Bulma’s layout is based on a flexbox-centered grid, leveraging CSS Flexible Box Layout Module principles published by W3C and discussed at forums such as MDN Web Docs and Smashing Magazine. The framework provides columns, tiles, and containers mirroring concepts from Bootstrap grid system and the grid approaches advocated in CSS Grid Layout Module drafts by W3C. Responsive breakpoints and column classes in Bulma are conceptually similar to those used in frameworks like Foundation (framework) and patterns promoted by Ethan Marcotte in responsive web design discussions on A List Apart. The choice of flexbox over float-based systems echoes shifts in projects from Twitter Bootstrap maintainers and contributors to Modernizr-era tooling.

Theming and customization

Bulma enables theming through Sass variables, maps, and mixins, a customization model shared with Bootstrap (front-end framework), Foundation (framework), Semantic UI, and Materialize (CSS framework). Designers customize color palettes and typography by editing variables inspired by guidance from Google Fonts, Adobe Fonts, and typographic systems used by Typekit designers. The framework integrates with build tools such as Webpack, Gulp (software), Grunt (software), and continuous integration services like Travis CI, CircleCI, and GitHub Actions for automated theme compilation. Commercial and community themes for Bulma were produced by studios and authors who also contributed themes for WordPress, Joomla, Drupal, and Ghost (software).

Adoption and ecosystem

Bulma has been adopted by individual developers and organizations deploying sites via Netlify, Vercel, Heroku, and Firebase (platform) hosting, and featured in projects on GitHub and GitLab. Its ecosystem includes community plugins, UI kits, and starter templates distributed through npm (software), CDNJS, and jsDelivr mirrors, paralleling practices from the Bootstrap (front-end framework) ecosystem.
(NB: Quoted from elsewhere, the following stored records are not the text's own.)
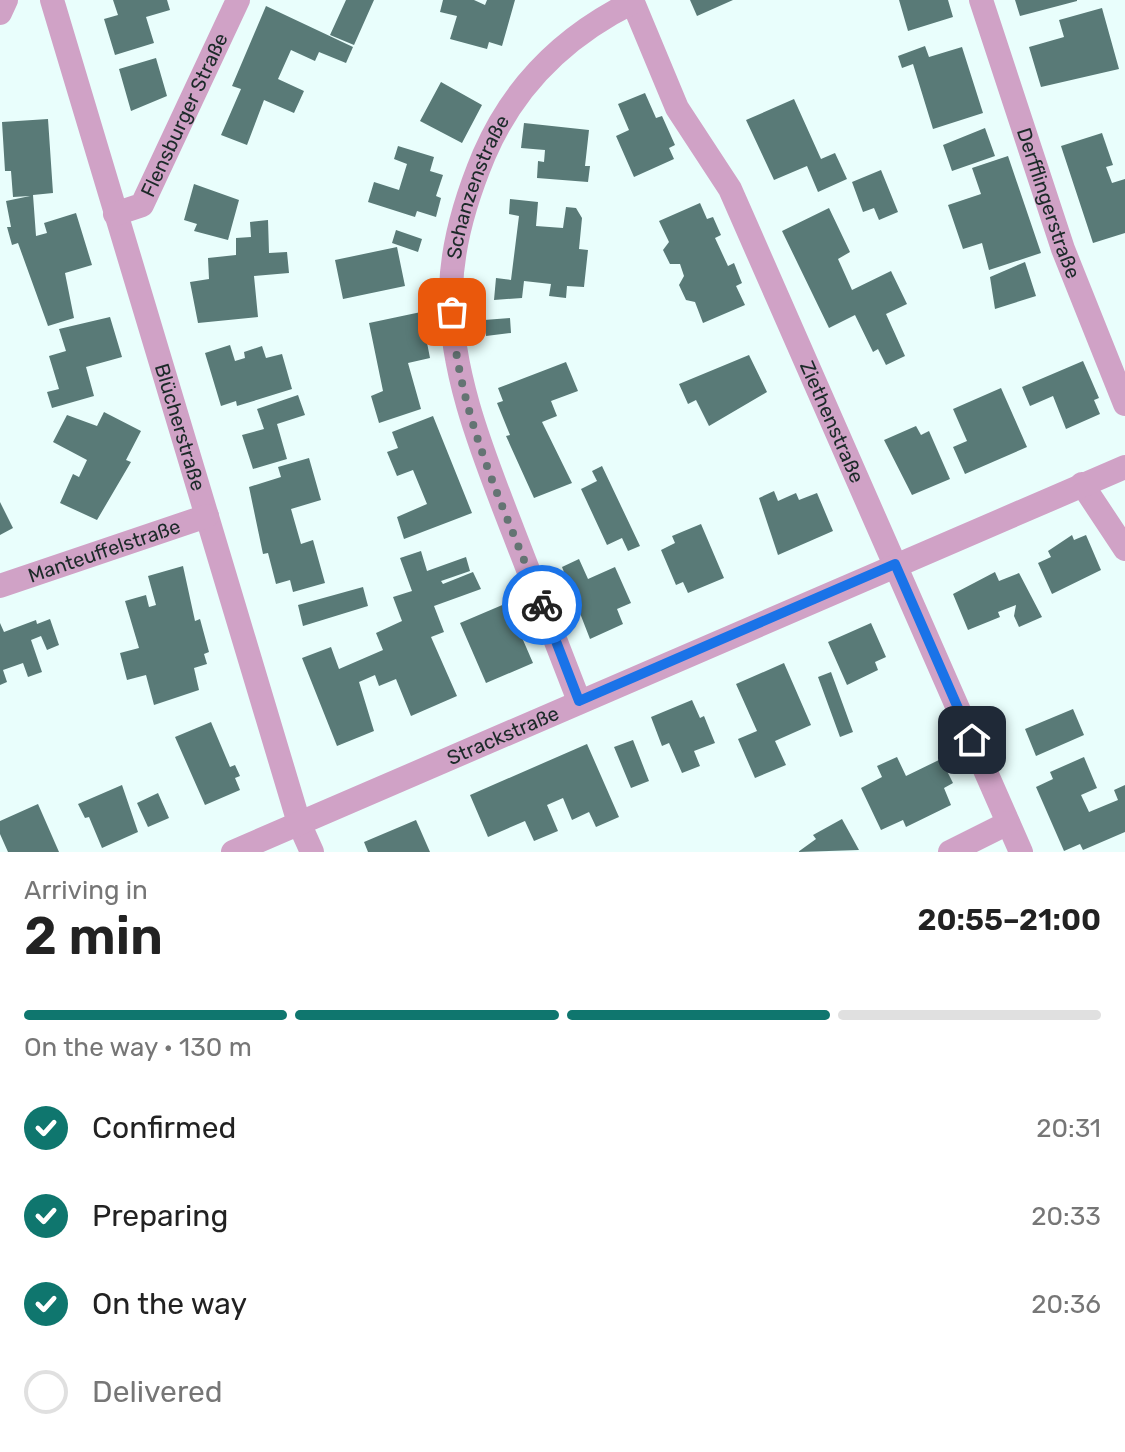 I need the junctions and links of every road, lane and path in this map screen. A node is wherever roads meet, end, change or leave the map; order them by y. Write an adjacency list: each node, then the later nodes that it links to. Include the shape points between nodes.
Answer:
1 (6, 0): 6 (street)
2 (52, 0): 7 (street, Blücherstraße)
3 (238, 0): 7 (street, Flensburger Straße, via 142,205)
4 (981, 0): 8 (street, Derfflingerstraße, via 1063,249)
5 (632, 1): 13 (street, Ziethenstraße, via 677,108 730,189); 15 (street, Schanzenstraße, via 557,49 523,88 492,137 467,195 451,290 453,335 488,468)
6 (0, 13)
7 (115, 214): 11 (street, Blücherstraße)
8 (1125, 404)
9 (1125, 467): 10 (street, Strackstraße)
10 (1082, 484): 12 (street); 13 (street, Strackstraße)
11 (207, 516): 14 (street, Manteuffelstraße); 16 (street, Blücherstraße)
12 (1125, 549)
13 (895, 564): 15 (street, Strackstraße); 17 (street, Ziethenstraße)
14 (0, 586)
15 (579, 701): 16 (street, Strackstraße)
16 (299, 823): 18 (street, Strackstraße); 19 (street, Blücherstraße)
17 (1008, 823): 20 (street); 21 (street, Ziethenstraße)
18 (233, 852)
19 (312, 852)
20 (950, 852)
21 (1021, 852)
Educational resources, tutorials, and integrations have appeared on platforms like YouTube, Medium (website), Dev.to, freeCodeCamp, and corporate engineering blogs from companies such as Spotify, Airbnb, and Uber Technologies, Inc.. Conferences and meetups where Bulma has been showcased include events organized by Smashing Magazine, JSConf, React Conf, and local chapters of Meetup (service) groups.